Example and Dry Run¶
Input: nums = [3, 5, 2, 1, 4]
- i = 0, val = 3: Correct index for 3 is \(3-1 = 2\). Swap
nums[0]andnums[2]. - Array:
[2, 5, 3, 1, 4] - i = 0, val = 2: Correct index for 2 is \(2-1 = 1\). Swap
nums[0]andnums[1]. - Array:
[5, 2, 3, 1, 4] - i = 0, val = 5: Correct index for 5 is \(5-1 = 4\). Swap
nums[0]andnums[4]. - Array:
[4, 2, 3, 1, 5] - i = 0, val = 4: Correct index for 4 is \(4-1 = 3\). Swap
nums[0]andnums[3]. - Array:
[1, 2, 3, 4, 5] - i = 0, val = 1: Correct index is 0. Already there. \(i++\).

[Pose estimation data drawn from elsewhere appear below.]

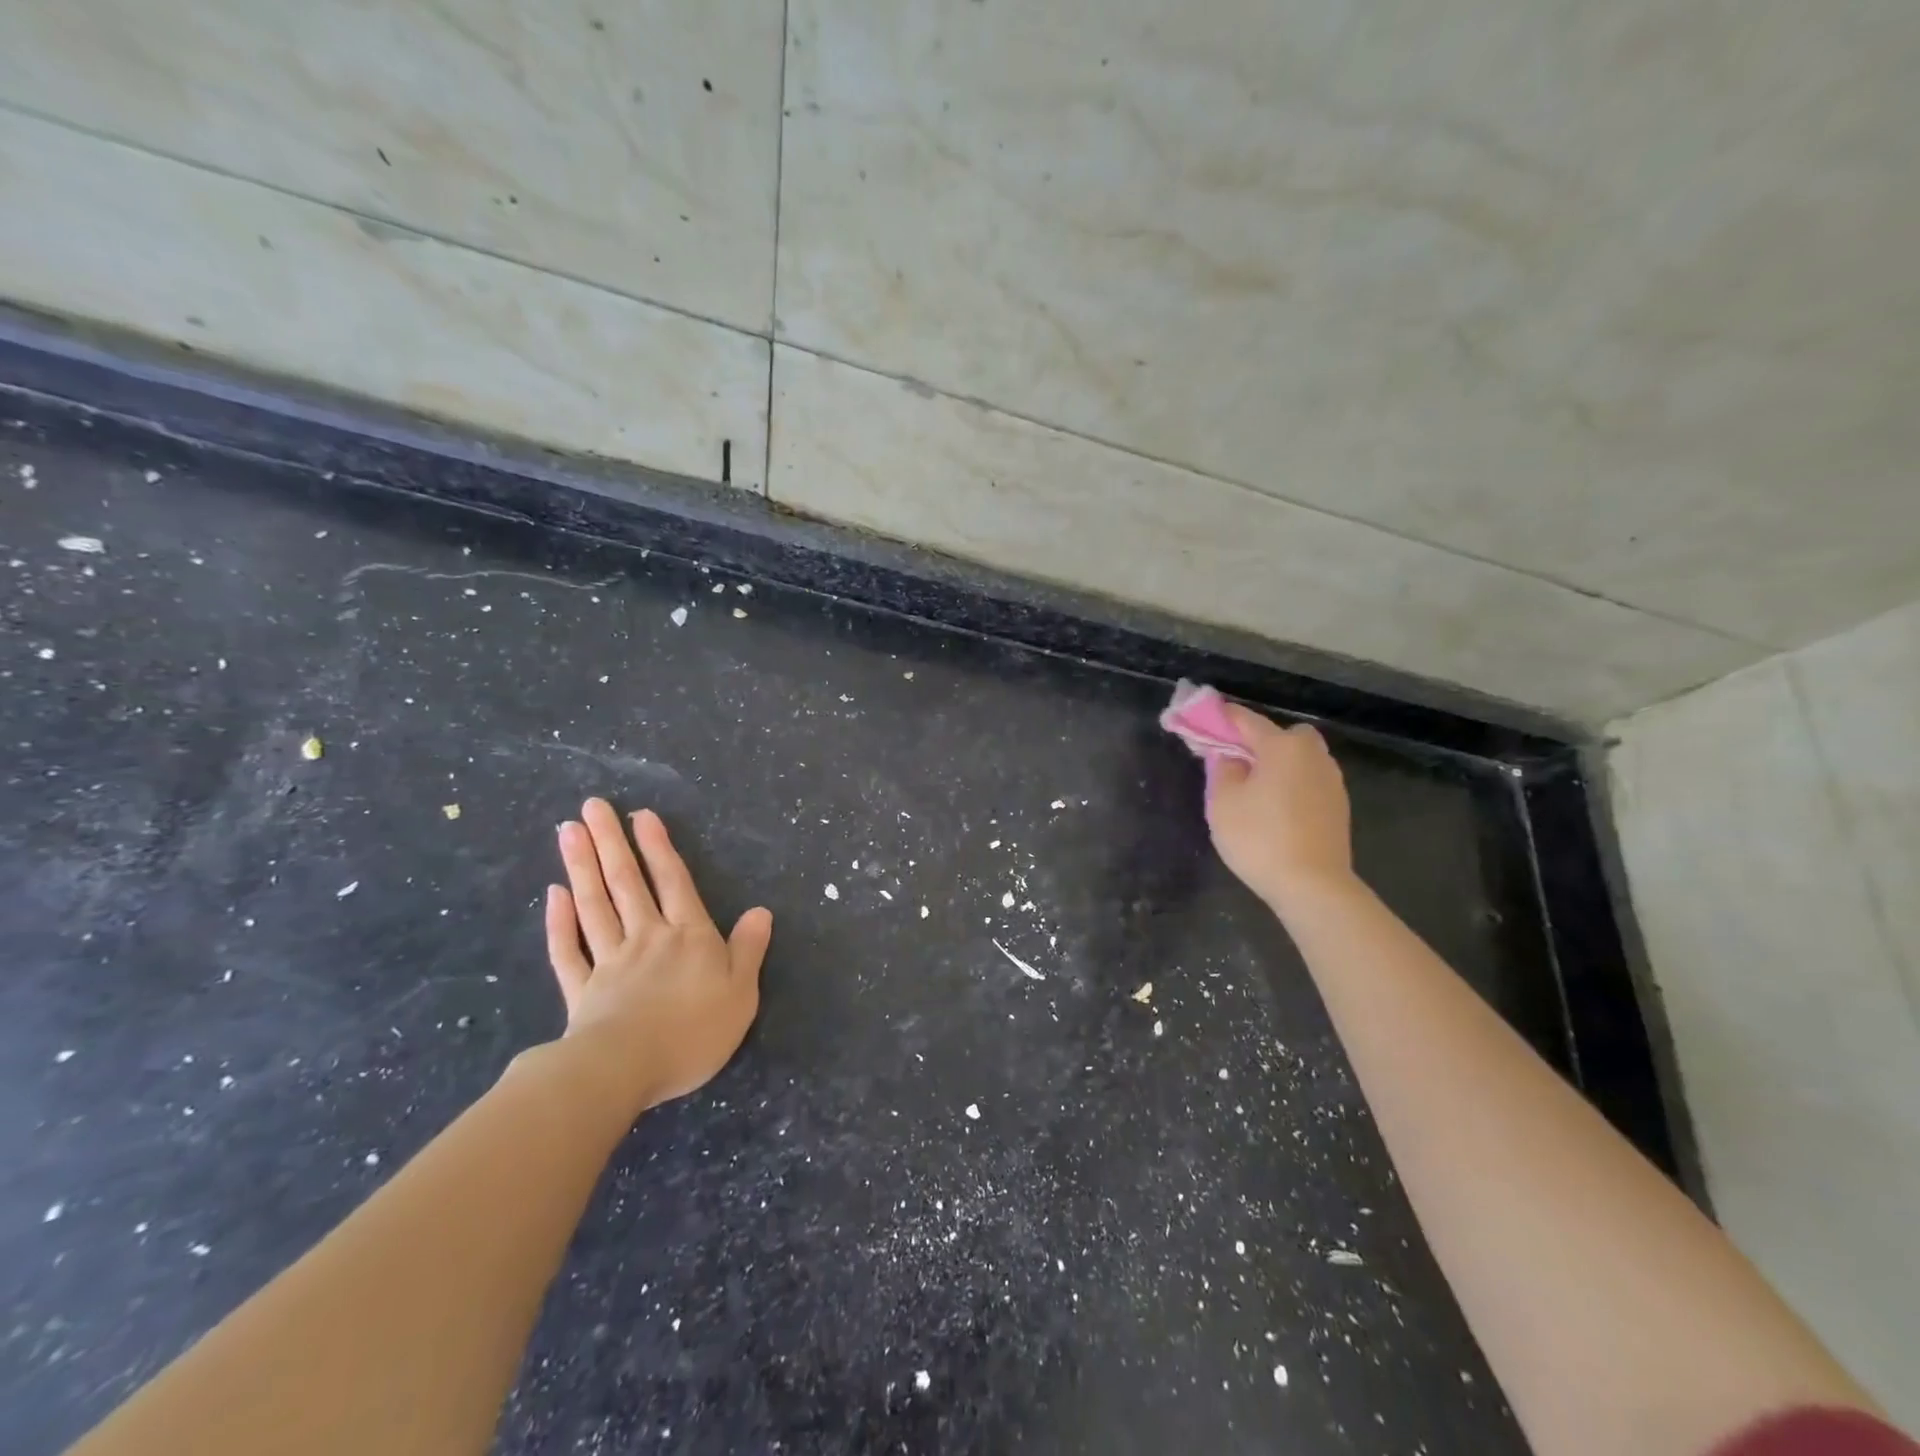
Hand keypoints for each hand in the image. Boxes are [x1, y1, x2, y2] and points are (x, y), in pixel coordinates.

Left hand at [544, 799, 771, 1113]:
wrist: (625, 1071)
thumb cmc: (693, 1031)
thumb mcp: (740, 992)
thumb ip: (748, 950)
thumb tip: (760, 912)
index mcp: (688, 937)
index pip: (673, 882)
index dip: (658, 848)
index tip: (640, 815)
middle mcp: (646, 938)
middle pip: (626, 883)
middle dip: (611, 842)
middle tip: (591, 806)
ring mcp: (609, 962)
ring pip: (594, 906)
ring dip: (582, 867)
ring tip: (568, 831)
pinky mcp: (581, 991)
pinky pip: (567, 950)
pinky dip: (558, 922)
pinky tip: (553, 896)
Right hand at [1205, 707, 1354, 908]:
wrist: (1313, 886)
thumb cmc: (1260, 838)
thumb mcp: (1223, 802)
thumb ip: (1222, 768)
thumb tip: (1228, 755)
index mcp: (1282, 746)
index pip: (1246, 720)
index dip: (1221, 717)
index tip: (1201, 717)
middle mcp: (1312, 755)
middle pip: (1282, 735)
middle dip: (1259, 741)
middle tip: (1236, 762)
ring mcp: (1331, 780)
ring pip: (1299, 758)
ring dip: (1278, 764)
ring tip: (1254, 789)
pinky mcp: (1338, 805)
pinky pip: (1308, 780)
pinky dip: (1291, 784)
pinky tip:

- i = 1, val = 2: Correct. \(i++\).
- i = 2, val = 3: Correct. \(i++\).
- i = 3, val = 4: Correct. \(i++\).
- i = 4, val = 5: Correct. \(i++\).
Final Result: [1, 2, 3, 4, 5]
Variations¶
- Find Missing Number: After sorting, the first index \(i\) where
nums[i] != i + 1is the missing number. - Find All Duplicates: If we encounter
nums[i] == nums[correctIdx]during a swap attempt (and \(i \neq correctIdx\)), thennums[i]is a duplicate. - First Missing Positive: Standard cyclic sort application for unsorted arrays containing any integers.